Because he sounds like a Cockney head trauma victim haltingly reading the lyrics off a teleprompter as he struggles to force his tissue-thin vocal range through a tuneless, pitch-fucked, dare-you-to-get-through-it version of Elton John's "Your Song" that's streaming on his MySpace page and was recorded for that BBC Radio 1 anniversary covers comp I was bitching about a few months ago.
Pitchfork calls it "tender," by which I think my colleague Mark Richardson means "like the painfully tender yellow bruise that forms the day after being kicked repeatedly in the stomach by a steel-toed boot." This may, in fact, be the worst song I've heard in 2007, making me feel like I should apologize to any of my friends who bought his Skinner's albums at my recommendation in the first half of the decade.
The Streets [MySpace]









Comments
Tell us how you really feel, Jess.
ouch. well, I can't really feel bad for the guy, though, since he does blow.
i mean, does this even qualify as a song? it's just spoken word with some backing vocals.
Somewhere, Ewan MacGregor is feeling really good about himself.
Can I steal "pitch-fucked" for the name of my all hate, all the time blog?
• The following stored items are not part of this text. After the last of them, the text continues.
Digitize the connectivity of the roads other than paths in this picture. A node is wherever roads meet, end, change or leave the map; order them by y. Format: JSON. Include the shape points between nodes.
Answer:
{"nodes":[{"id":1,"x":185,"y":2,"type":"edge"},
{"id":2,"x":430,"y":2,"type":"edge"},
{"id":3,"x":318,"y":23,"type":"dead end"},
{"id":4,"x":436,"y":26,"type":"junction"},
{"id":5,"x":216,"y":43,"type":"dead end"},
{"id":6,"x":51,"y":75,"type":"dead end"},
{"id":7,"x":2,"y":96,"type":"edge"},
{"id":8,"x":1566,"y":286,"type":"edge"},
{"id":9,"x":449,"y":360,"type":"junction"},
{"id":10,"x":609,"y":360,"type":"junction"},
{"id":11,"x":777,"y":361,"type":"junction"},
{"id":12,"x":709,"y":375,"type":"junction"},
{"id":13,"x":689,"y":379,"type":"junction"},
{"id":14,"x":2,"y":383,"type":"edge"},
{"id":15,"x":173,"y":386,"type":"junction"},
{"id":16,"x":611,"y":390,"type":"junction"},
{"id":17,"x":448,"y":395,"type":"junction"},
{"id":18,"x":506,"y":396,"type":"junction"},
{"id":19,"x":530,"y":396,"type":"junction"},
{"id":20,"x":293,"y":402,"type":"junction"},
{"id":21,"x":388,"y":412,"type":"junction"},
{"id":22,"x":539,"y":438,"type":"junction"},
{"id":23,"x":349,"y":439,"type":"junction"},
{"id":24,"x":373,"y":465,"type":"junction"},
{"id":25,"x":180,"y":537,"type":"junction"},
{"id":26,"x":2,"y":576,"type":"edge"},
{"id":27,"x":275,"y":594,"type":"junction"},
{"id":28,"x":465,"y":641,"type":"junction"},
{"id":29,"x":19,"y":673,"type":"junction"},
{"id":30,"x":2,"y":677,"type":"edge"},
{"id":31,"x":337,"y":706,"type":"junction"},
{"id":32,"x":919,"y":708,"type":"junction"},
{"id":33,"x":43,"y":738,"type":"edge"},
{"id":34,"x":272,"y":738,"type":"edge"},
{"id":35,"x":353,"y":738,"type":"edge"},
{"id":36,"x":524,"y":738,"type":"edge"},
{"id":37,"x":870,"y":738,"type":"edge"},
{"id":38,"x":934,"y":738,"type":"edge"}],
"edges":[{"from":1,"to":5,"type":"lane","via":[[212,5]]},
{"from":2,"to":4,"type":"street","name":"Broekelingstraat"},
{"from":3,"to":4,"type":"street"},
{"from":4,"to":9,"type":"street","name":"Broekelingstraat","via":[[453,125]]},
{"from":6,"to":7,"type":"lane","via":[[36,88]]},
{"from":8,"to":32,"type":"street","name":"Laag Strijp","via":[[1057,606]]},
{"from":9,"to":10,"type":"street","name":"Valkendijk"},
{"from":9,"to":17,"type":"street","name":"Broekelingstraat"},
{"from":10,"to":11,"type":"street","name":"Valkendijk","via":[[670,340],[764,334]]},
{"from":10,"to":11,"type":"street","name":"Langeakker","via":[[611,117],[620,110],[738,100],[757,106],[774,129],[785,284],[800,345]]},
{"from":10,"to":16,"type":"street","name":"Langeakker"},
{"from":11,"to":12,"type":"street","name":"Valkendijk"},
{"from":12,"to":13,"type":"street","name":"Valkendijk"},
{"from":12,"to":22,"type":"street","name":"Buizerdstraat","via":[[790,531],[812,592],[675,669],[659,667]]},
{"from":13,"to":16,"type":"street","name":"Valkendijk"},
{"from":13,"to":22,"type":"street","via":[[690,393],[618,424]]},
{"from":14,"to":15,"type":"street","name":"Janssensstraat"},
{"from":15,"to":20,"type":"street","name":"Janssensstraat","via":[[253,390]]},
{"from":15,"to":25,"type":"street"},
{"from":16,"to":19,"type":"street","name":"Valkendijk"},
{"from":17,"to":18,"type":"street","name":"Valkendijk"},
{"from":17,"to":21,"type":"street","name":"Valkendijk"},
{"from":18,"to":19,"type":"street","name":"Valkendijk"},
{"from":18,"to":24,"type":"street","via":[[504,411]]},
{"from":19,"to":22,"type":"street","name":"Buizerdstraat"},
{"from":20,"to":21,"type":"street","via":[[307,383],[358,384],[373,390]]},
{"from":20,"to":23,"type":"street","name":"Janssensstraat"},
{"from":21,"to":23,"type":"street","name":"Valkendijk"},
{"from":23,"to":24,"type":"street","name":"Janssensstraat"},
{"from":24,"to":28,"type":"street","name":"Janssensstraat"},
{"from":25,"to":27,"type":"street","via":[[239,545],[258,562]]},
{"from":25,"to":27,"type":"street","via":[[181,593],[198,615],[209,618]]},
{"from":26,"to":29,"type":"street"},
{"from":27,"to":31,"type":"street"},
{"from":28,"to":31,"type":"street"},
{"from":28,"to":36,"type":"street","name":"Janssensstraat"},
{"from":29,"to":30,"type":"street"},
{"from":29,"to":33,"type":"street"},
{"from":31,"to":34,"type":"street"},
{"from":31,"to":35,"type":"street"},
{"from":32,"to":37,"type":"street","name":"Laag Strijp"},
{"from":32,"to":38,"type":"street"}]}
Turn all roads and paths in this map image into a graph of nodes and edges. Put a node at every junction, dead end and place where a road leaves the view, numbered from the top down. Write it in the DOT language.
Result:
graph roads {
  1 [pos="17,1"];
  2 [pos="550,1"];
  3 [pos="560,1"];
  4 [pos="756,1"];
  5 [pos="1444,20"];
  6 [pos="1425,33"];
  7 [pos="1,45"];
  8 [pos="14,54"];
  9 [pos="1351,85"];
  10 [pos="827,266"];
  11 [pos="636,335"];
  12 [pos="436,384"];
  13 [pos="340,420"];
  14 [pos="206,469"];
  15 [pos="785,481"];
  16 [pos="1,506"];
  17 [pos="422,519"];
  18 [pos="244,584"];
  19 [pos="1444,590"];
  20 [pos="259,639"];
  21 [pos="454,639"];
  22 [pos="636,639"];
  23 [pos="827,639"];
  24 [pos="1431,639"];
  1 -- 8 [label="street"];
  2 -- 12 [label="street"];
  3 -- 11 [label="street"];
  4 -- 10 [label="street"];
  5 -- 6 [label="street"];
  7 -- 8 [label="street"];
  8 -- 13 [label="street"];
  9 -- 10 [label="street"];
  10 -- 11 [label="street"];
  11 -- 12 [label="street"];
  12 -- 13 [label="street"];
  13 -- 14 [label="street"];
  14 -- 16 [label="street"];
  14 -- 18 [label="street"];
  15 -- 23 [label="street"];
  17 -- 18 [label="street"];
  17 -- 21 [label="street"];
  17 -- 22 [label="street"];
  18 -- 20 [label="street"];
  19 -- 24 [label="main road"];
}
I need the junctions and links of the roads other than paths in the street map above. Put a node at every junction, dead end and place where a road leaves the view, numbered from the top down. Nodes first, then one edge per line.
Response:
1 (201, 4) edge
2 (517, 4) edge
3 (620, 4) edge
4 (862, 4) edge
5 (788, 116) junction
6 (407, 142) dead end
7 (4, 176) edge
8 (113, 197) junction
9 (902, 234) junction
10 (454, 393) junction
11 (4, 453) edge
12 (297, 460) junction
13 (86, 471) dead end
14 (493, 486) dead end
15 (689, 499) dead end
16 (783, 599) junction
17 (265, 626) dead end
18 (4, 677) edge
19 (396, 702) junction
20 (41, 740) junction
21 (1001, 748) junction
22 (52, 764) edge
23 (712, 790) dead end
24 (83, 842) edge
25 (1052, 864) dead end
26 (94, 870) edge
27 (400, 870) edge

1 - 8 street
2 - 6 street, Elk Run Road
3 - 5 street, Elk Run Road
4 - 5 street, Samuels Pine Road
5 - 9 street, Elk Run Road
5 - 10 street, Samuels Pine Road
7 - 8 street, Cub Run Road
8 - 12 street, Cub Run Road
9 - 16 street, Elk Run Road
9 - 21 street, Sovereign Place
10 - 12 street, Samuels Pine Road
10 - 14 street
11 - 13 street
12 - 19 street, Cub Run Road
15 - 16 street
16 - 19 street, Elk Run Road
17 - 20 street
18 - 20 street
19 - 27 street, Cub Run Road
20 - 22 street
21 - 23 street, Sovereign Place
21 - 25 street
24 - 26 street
I'm only half-kidding.
He is the OMC of this decade. What a joke. Has anyone ever seen live footage? It's execrable.
Wow. Just wow.
And I thought it couldn't get any worse than his last album.
I second your vote for Worst Song of 2007 and raise you a "potential career-killer".
Oh, I've seen him live. He got the crowd going well enough but his backing singer ate him alive. (Not to mention the opening act, one D. Rascal.)
@dog door: What does Skinner's cocaine usage have to do with anything?
Oh. Gotcha.
I thought his second album is one of the best this decade?
But yeah, his version sucks bad. The rest of the compilation is pretty good though.
I kinda like it, in its heartfelt spoken word way. That said, it certainly does have a William Hung "Rocket Man" quality to it.
Agreed, that was horrendously bad. I'm not currently a "fan", and I guarantee you that will make me actively avoid further exploring whether I want to be.
@ Jess: so how would you compare it to Shatner's version of "Rocket Man"?
Kitten, want a Midol?
Actually, that was funny to read.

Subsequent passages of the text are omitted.